I sat in the church all by myself. No one else was there today. It was so peaceful. At one point the sun shone thru on the right side of the building, easterly, and the pews were illuminated thru the stained glass on that side of the building. It was gorgeous, that play of light. I watched that for a while, until the sky clouded over again and the light faded, then I got up and walked the stations of the cross, not for religious purposes, but to look at the sculpture and at the stained glass windows. It had been so long since I’d been there I’d forgotten how magnificent the stained glasswork is in that church. Stunning, beautiful craftsmanship.
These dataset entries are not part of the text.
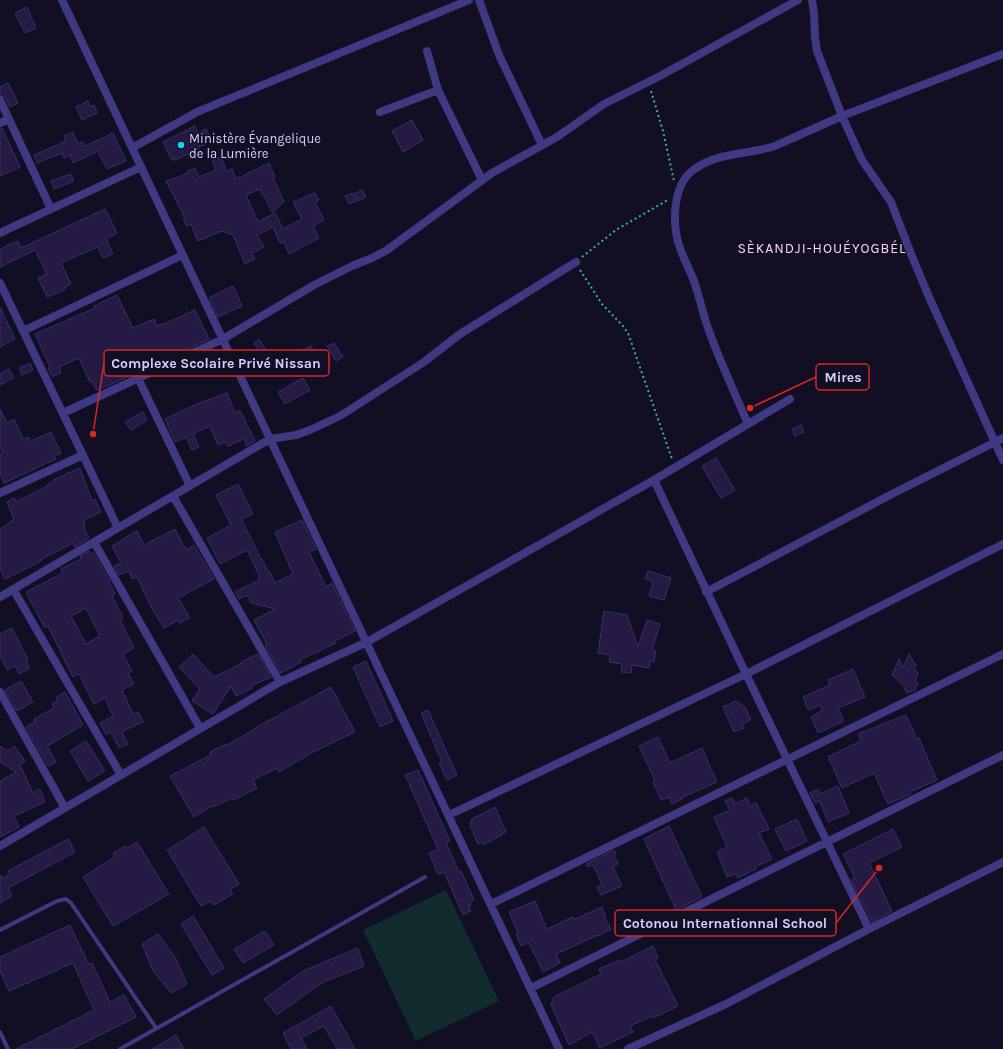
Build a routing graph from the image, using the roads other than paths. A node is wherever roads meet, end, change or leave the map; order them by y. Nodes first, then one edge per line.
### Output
1 (62, 0) edge
2 (469, 0) edge
3 (479, 0) edge
4 (798, 0) edge
5 (812, 0) edge
6 (427, 51) dead end
7 (1003, 54) edge
8 (438, 90) junction
9 (0, 100) edge
10 (380, 112) dead end
11 (842, 116) junction
12 (9, 119) junction
13 (0, 123) edge
14 (542, 146) junction
15 (132, 148) junction
16 (141, 166) junction
17 (482, 180) junction
18 (51, 209) junction
19 (0, 233) edge
20 (183, 255) junction
21 (576, 262) road end
22 (0, 283) edge
23 (23, 331) junction
24 (223, 339) junction
25 (138, 378) junction
26 (790, 399) dead end
27 (63, 413) junction
28 (748, 424) junction
29 (1003, 438) edge
30 (270, 439) junction
31 (995, 442) junction
32 (83, 455) junction
33 (1003, 460) edge
34 (654, 480) junction
35 (190, 486) junction
36 (0, 493) edge
37 (173, 496) junction
38 (118, 528) junction
39 (94, 542) junction
40 (1003, 544) edge
41 (13, 589) junction
42 (706, 592) junction
43 (0, 596) edge
44 (367, 642) junction
45 (1003, 654) edge
46 (746, 674) junction
47 (280, 682) junction
48 (0, 692) edge
49 (200, 728) junction
50 (1003, 755) edge
51 (788, 759) junction
52 (121, 775) junction
53 (65, 808) junction
54 (449, 815) junction
55 (828, 842) junction
56 (0, 846) edge
57 (1003, 862) edge
58 (425, 877) dead end
59 (491, 904) junction
60 (869, 929) junction
61 (0, 930) edge
62 (531, 988) junction
63 (156, 1028) junction
64 (0, 1032) edge
65 (8, 1049) edge
66 (120, 1049) edge
67 (559, 1049) edge
68 (628, 1049) edge

1 - 15 street
2 - 15 street
3 - 14 street
4 - 14 street
5 - 11 street
6 - 8 street
7 - 11 street
8 - 10 street
8 - 17 street
9 - 12 street
11 - 28 street
11 - 31 street
12 - 13 street
12 - 18 street
14 - 17 street
15 - 16 street
16 - 18 street
16 - 20 street
17 - 24 street
18 - 19 street
20 - 23 street
20 - 24 street
21 - 30 street
22 - 23 street
23 - 27 street
24 - 25 street
24 - 30 street
25 - 27 street
25 - 35 street
26 - 28 street
27 - 32 street
28 - 34 street
29 - 31 street
30 - 35 street
30 - 44 street
31 - 33 street
31 - 42 street
32 - 36 street
32 - 38 street
34 - 42 street
34 - 44 street
35 - 37 street
37 - 38 street
37 - 47 street
38 - 39 street
39 - 41 street
39 - 49 street
40 - 46 street
41 - 43 street
41 - 52 street
42 - 46 street
44 - 47 street
44 - 54 street
45 - 51 street
46 - 51 street
46 - 54 street
47 - 49 street
48 - 53 street
49 - 52 street
50 - 55 street
51 - 55 street
51 - 59 street
52 - 53 street
53 - 56 street
54 - 59 street
55 - 60 street
55 - 62 street
57 - 60 street
58 - 63 lane
59 - 62 street
60 - 68 street
61 - 63 lane
62 - 67 street
63 - 66 lane
64 - 65 lane

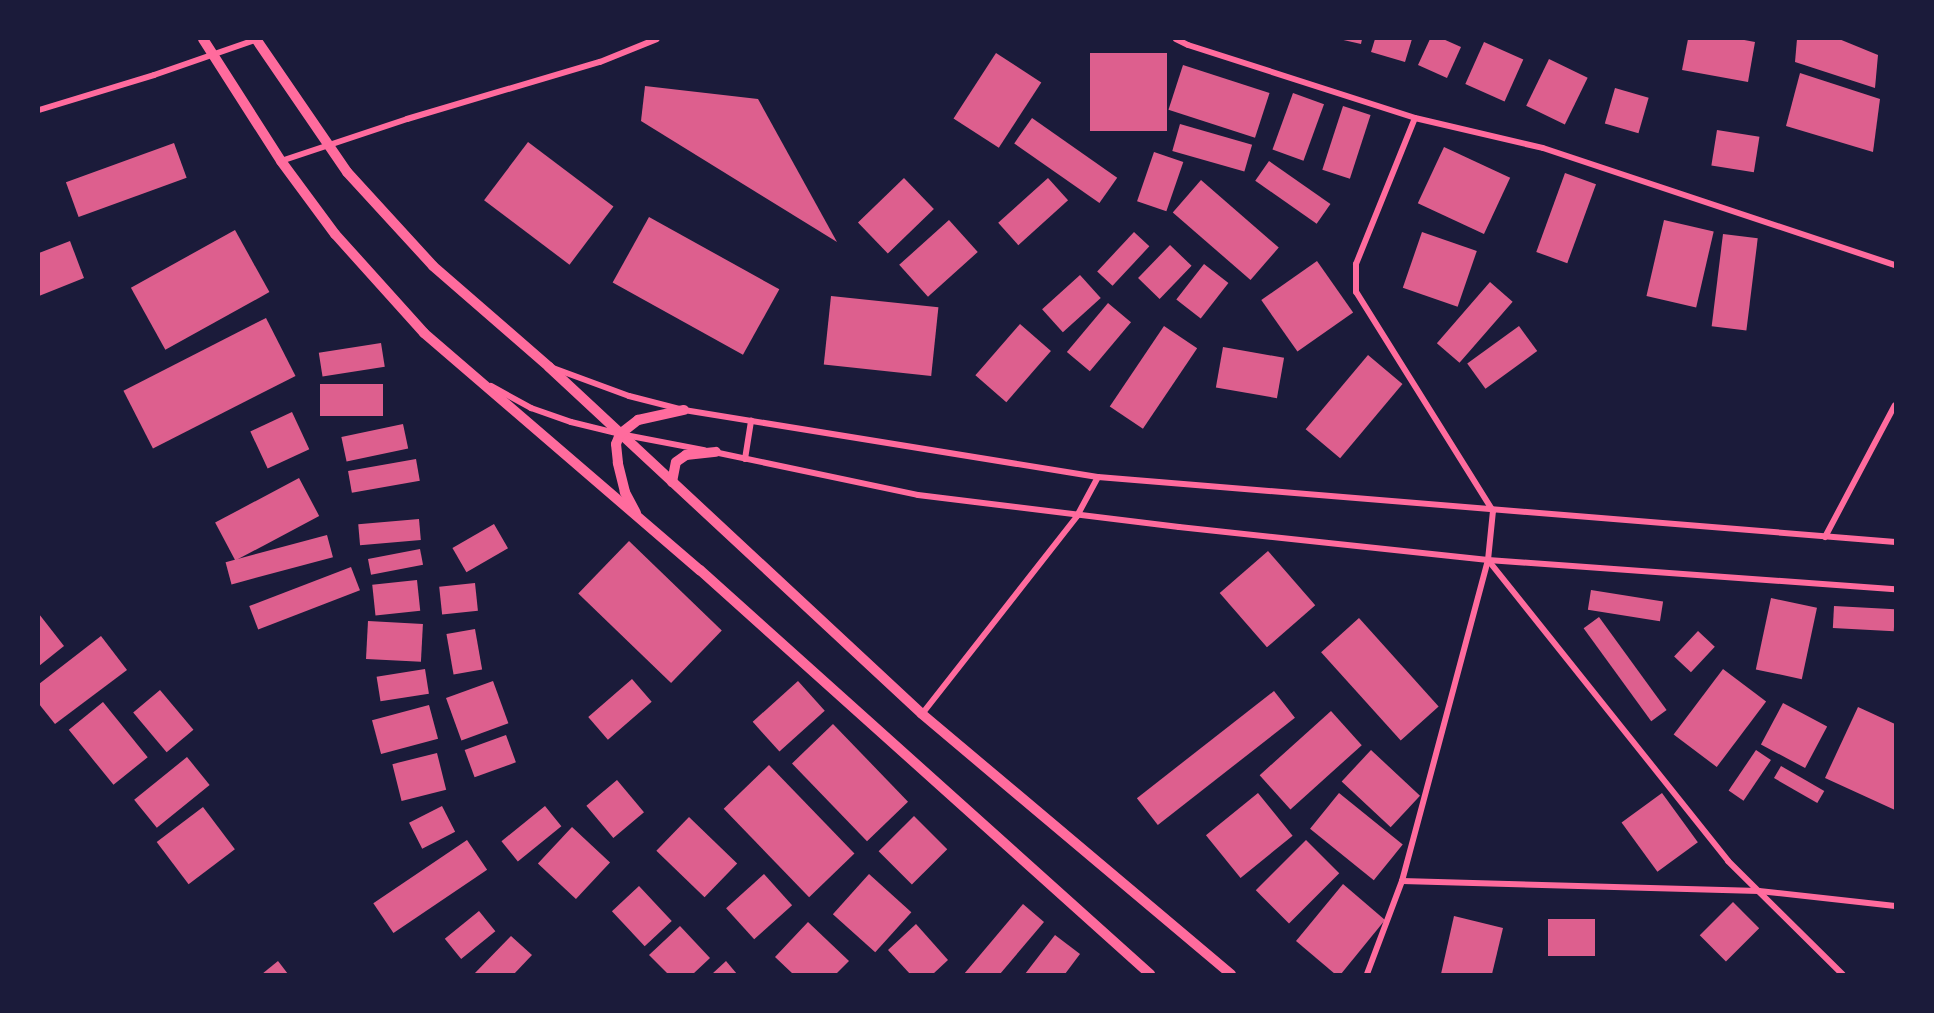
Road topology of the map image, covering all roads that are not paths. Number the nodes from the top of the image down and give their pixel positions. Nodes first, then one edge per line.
1 (203, 39) edge
2 (257, 39) edge
3 (657, 39) edge
4 (1176, 39) edge
5 (213, 54) junction
6 (39, 110) edge
7 (1415, 118) junction
8 (329, 146) junction
9 (281, 161) junction
10 (1895, 265) edge
11 (549, 366) junction
12 (479, 379) junction
13 (1895, 405) edge
14 (684, 410) junction
15 (751, 420) junction
16 (620, 434) junction
17 (716, 452) junction
18 (745, 459) junction
19 (1098, 477) junction
20 (672, 482) junction
21 (1493, 511) junction
22 (1077, 516) junction
23 (639, 519) junction
24 (1825, 537) junction
25 (1895, 542) edge
26 (1488, 560) junction
27 (1895, 589) edge
28 (922, 714) junction
29 (1402, 881) junction
30 (1759, 891) junction
31 (1895, 906) edge
32 (1150, 974) edge
33 (1231, 974) edge
34 (1367, 974) edge
35 (1842, 974) edge

1 - 5 street
2 - 5 street
2 - 8 street
3 - 8 street
4 - 7 street
5 - 6 street
5 - 9 street
7 - 10 street
7 - 21 street
8 - 9 street
8 - 11 street
9 - 12 street
11 - 14 street
11 - 16 street
12 - 16 street
12 - 23 street
13 - 24 street
14 - 15 street
14 - 16 street
15 - 18 street
15 - 19 street
16 - 17 street
16 - 20 street
16 - 23 street
17 - 18 street
17 - 20 street
18 - 22 street
19 - 21 street
19 - 22 street
20 - 28 street
21 - 24 street
21 - 26 street
22 - 26 street
22 - 28 street
23 - 32 street
24 - 25 street
26 - 27 street
26 - 29 street
26 - 30 street
28 - 33 street
29 - 30 street
29 - 34 street
30 - 31 street
30 - 35 street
My two favorites were always Gabriel talking to Mary and John baptising Jesus. There’s a new icon up near the altar now too, that wasn’t there when I was gowing up. Again, it’s a gorgeous piece of artwork, iconography. Stained glass is one of my favorite artforms. (Pics are not of that church, just some random google images.)
I also did something there today I’d not done in, well, over 25 years. I blessed myself with holy water, and why not. Every little bit of blessing we can bring into our lives only helps, eh?
And yes, I did pray while I was there. Not in a conventional way. In my own way. I talked to some of my dead, and sent love out to many, dead and alive. But I do that anyway, I don’t need a church for it.
All in all it was a great visit, and I know I’ll go back again. I’d like to meet the priest, just for curiosities sake. All of my life I have measured other men of the cloth by the two priests that were in that congregation when I was growing up, who were not only my priests, but very good friends of my family, almost like uncles. I adored them, and credit them in large part for being spiritually open minded, because though they were first and foremost Catholics, they never maligned or dismissed faith, belief systems and practices other than their own, and they never judged me when I stopped going to church. Bless them both.
And my Mom, and grandparents, for insisting the kids in the family have some spiritual training. Despite not following their path anymore, my own is a thing of beauty and sustains me on some very deep levels. I thank them for the introduction. They did the right thing.